* Problem *
Every line below is to be given again precisely; images are to be left out.

Available records START

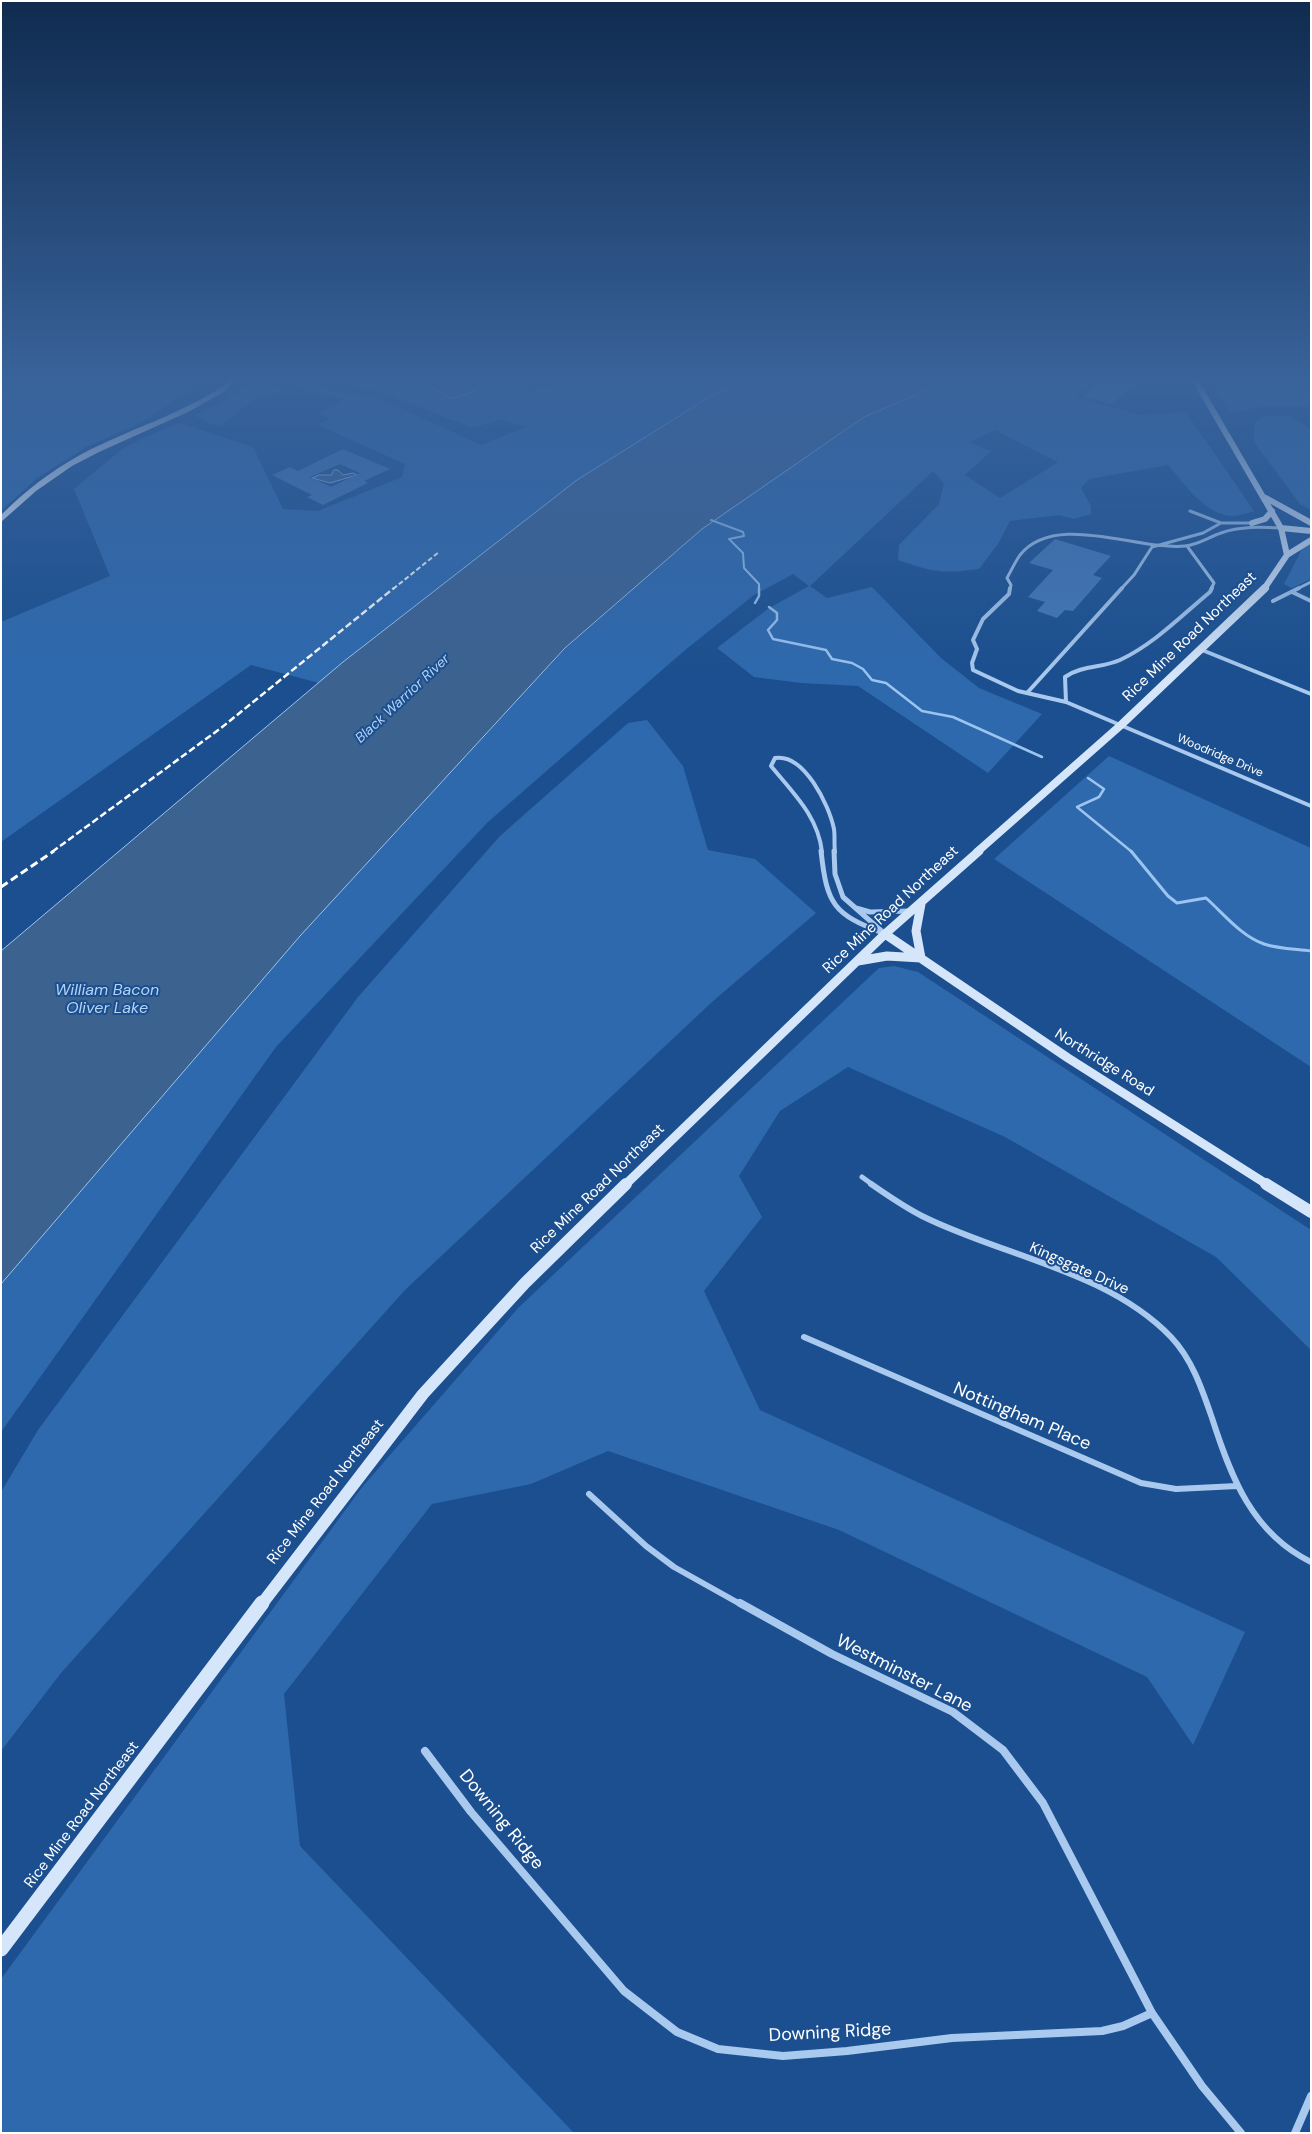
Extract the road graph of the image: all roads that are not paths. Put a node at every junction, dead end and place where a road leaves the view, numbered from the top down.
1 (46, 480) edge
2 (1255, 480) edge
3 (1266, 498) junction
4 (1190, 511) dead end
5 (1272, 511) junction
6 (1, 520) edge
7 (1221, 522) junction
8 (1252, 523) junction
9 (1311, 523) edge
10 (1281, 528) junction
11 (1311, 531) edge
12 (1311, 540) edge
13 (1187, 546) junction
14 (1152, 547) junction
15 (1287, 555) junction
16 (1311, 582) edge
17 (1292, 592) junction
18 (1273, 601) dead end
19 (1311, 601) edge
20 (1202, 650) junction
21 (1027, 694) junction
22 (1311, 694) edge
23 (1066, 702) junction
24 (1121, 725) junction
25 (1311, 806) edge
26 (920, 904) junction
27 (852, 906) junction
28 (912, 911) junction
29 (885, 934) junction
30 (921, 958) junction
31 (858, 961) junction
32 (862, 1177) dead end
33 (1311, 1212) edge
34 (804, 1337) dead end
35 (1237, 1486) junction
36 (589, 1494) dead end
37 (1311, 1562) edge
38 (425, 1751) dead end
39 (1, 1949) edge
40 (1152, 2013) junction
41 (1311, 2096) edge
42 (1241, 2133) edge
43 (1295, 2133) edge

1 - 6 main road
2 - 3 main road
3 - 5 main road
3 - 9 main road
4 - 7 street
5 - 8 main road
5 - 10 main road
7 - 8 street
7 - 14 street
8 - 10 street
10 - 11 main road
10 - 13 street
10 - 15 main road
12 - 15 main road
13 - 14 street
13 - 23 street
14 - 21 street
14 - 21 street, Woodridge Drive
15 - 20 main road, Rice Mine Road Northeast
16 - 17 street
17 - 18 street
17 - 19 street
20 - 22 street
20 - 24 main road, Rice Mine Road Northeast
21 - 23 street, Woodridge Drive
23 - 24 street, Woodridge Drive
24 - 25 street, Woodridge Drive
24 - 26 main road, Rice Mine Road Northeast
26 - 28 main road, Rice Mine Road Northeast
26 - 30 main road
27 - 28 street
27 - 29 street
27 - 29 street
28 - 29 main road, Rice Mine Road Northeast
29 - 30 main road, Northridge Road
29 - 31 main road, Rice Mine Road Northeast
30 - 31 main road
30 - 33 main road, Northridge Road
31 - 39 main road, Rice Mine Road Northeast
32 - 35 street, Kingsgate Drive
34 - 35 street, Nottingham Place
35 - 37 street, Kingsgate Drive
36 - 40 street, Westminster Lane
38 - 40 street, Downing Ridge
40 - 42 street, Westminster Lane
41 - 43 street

Available records END

* Exercise response *
Extract the road graph of the image: all roads that are not paths. Put a node at every junction, dead end and place where a road leaves the view, numbered from the top down.
1 (46, 480) edge
2 (1255, 480) edge
3 (1266, 498) junction
4 (1190, 511) dead end
5 (1272, 511) junction
6 (1, 520) edge
7 (1221, 522) junction
8 (1252, 523) junction
9 (1311, 523) edge
10 (1281, 528) junction
11 (1311, 531) edge
12 (1311, 540) edge
13 (1187, 546) junction
14 (1152, 547) junction
15 (1287, 555) junction
16 (1311, 582) edge
17 (1292, 592) junction
18 (1273, 601) dead end
19 (1311, 601) edge
20 (1202, 650) junction
21 (1027, 694) junction
22 (1311, 694) edge
23 (1066, 702) junction
24 (1121, 725) junction
25 (1311, 806) edge
26 (920, 904) junction
27 (852, 906) junction
28 (912, 911) junction
29 (885, 934) junction
30 (921, 958) junction
31 (858, 961) junction
32 (862, 1177) dead end
33 (1311, 1212) edge
34 (804, 1337) dead end
35 (1237, 1486) junction
36 (589, 1494) dead end
37 (1311, 1562) edge
38 (425, 1751) dead end
39 (1, 1949) edge
40 (1152, 2013) junction
41 (1311, 2096) edge
42 (1241, 2133) edge
43 (1295, 2133) edge

1 - 6 main road
2 - 3 main road
3 - 5 main road
3 - 9 main road
4 - 7 street
5 - 8 main road
5 - 10 main road
7 - 8 street
7 - 14 street
8 - 10 street
10 - 11 main road
10 - 13 street
10 - 15 main road
12 - 15 main road
13 - 14 street
13 - 23 street
14 - 21 street
14 - 21 street, Woodridge Drive
15 - 20 main road, Rice Mine Road Northeast
16 - 17 street
17 - 18 street
17 - 19 street
20 - 22 street
20 - 24 main road, Rice Mine Road Northeast
21 - 23 street, Woodridge Drive
23 - 24 street, Woodridge Drive
24 - 25 street, Woodridge Drive
24 - 26 main road, Rice Mine Road Northeast
26 - 28 main road, Rice Mine Road Northeast
26 - 30 main road
27 - 28 street
27 - 29 street
27 - 29 street
28 - 29 main road, Rice Mine Road Northeast
29 - 30 main road, Northridge Road
29 - 31 main road, Rice Mine Road Northeast
30 - 31 main road
30 - 33 main road, Northridge Road
31 - 39 main road, Rice Mine Road Northeast
32 - 35 street, Kingsgate Drive
34 - 35 street, Nottingham Place
35 - 37 street, Kingsgate Drive
36 - 40 street, Westminster Lane
38 - 40 street, Downing Ridge
40 - 42 street, Westminster Lane
41 - 43 street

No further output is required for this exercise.